Will LNG Beat Oil in 2012?
According to the world’s biggest shipping hedge fund, tankers carrying liquefied natural gas are projected to earn record rates in 2012 as it surpasses returns from oil and coal shipping vessels and demand for gas climbs to an all-time high.
Andreas Vergottis, the Hong Kong-based research director at Tufton Oceanic (OCEHEDU) Ltd. told Bloomberg that LNG tankers earned around $140,000 a day at the end of 2011, and in 2012 will rise to as much as $200,000 a day for winter demand in the UK—this rise will account the highest profits on record for Golar LNG Ltd. and Teekay Partners LP.
Vergottis’ research says that LNG’s high-growth and profit industry looks to be even hotter than 2011’s, with not a single cloud in sight for at least two years. Sanford C. Bernstein & co, New York-based research firm, estimates that demand for LNG could expand up to 7.5% in 2012 to 258 million metric tons, primarily by aid of Japan, India, and China.
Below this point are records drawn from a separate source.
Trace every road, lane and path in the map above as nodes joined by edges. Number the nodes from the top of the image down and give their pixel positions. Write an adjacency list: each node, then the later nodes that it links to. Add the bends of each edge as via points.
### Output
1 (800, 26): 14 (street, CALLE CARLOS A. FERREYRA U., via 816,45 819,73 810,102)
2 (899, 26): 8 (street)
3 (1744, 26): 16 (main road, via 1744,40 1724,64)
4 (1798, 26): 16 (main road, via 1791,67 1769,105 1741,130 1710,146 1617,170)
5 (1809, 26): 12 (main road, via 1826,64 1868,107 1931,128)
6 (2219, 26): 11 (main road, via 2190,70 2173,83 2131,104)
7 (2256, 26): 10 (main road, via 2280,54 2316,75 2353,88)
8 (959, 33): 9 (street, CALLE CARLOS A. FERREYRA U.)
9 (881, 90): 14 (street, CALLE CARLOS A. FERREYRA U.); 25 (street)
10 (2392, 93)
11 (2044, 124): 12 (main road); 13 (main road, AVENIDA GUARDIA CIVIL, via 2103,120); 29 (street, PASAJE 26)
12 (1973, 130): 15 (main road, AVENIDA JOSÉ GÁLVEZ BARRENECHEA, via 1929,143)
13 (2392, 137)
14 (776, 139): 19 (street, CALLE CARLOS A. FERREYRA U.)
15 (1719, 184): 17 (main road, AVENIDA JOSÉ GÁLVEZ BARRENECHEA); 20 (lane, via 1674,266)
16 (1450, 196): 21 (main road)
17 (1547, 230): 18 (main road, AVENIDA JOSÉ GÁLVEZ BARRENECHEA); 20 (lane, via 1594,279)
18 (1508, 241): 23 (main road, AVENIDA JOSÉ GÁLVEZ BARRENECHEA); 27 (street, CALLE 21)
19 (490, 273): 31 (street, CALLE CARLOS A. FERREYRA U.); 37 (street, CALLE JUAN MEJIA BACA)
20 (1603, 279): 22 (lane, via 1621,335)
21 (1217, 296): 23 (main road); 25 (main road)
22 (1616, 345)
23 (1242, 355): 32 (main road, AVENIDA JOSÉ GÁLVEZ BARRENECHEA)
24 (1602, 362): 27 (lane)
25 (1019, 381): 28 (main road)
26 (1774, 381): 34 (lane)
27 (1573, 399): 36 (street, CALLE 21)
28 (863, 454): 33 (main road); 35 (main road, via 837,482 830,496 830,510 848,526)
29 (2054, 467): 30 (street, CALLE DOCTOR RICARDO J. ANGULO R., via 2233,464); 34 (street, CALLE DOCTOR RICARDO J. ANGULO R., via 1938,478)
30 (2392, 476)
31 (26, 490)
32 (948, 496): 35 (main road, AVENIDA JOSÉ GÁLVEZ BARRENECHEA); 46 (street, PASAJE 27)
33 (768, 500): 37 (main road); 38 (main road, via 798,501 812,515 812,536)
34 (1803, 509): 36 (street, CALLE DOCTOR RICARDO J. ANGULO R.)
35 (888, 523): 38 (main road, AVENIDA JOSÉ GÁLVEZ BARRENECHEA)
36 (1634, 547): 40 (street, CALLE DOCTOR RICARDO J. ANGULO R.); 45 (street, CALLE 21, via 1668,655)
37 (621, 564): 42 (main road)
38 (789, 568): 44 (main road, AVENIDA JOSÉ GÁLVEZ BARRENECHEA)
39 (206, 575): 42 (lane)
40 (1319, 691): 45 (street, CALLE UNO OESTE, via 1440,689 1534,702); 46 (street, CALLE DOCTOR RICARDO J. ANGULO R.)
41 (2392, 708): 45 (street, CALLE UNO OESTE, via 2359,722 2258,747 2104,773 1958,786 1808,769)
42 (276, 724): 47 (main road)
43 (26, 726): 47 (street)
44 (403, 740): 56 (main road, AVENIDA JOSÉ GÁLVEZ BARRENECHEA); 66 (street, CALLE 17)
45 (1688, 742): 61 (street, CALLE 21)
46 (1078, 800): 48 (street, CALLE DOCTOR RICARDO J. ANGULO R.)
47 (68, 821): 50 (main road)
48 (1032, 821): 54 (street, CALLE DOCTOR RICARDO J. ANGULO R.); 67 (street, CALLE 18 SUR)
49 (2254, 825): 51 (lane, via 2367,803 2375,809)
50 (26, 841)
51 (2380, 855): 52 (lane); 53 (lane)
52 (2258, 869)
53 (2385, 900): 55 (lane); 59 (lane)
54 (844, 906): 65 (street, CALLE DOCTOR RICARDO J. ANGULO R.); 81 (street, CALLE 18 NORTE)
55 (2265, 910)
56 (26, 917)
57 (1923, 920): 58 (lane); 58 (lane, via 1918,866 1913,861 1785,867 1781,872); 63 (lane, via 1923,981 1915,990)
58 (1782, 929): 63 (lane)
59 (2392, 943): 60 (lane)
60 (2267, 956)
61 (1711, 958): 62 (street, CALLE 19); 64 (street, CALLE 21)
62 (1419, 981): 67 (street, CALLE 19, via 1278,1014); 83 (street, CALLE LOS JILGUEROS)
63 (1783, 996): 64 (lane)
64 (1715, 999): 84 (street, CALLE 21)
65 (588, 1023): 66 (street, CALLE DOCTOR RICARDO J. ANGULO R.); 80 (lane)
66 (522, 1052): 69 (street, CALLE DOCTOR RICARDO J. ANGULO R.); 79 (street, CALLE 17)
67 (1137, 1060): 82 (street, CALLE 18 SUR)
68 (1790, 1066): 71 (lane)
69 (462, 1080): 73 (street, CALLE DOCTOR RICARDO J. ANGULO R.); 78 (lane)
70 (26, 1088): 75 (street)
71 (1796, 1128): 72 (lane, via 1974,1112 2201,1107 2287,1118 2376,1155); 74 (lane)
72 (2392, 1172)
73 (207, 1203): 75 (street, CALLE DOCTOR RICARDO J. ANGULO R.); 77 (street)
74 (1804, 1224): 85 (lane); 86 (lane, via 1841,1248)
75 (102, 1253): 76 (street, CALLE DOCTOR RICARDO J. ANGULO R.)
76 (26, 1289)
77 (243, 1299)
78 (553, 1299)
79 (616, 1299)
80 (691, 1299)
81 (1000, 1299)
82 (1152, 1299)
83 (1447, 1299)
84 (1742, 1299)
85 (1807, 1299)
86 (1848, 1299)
The industry well-knows that gas cuts half of the CO2 emissions compared to coal, and the trend is on point as nations like the UK, South Korea, and Japan pay more attention to pollution, especially Japan following the Fukushima disaster. Japan is now the biggest importer of LNG accounting for 32% of LNG imports worldwide, after 89% of their nuclear capacity was closed, and eliminated a surplus of tankers.
In line with LNG’s demand increase, 2011 saw a 90% decrease in the world’s largest oil tanker rates to a meager $1,214 per day, according to the Baltic Exchange data. The globe’s oil tanker fleet is the biggest in three decades, and the glut of oil ships has decimated its demand. Even coal and iron ore ships rates were cut in half in 2011, compared to 2010.
The stats are in, and the race is on.
LNG Later: According to the Paris- based International Energy Agency, LNG’s global energy demand will likely rise to 23% by 2032 from the current 21%
Oil Later: IEA’s research shows oil’s global energy demand is expected to decline to 27% from 33% in the same time frame, showing a foreboding fall for the oil industry.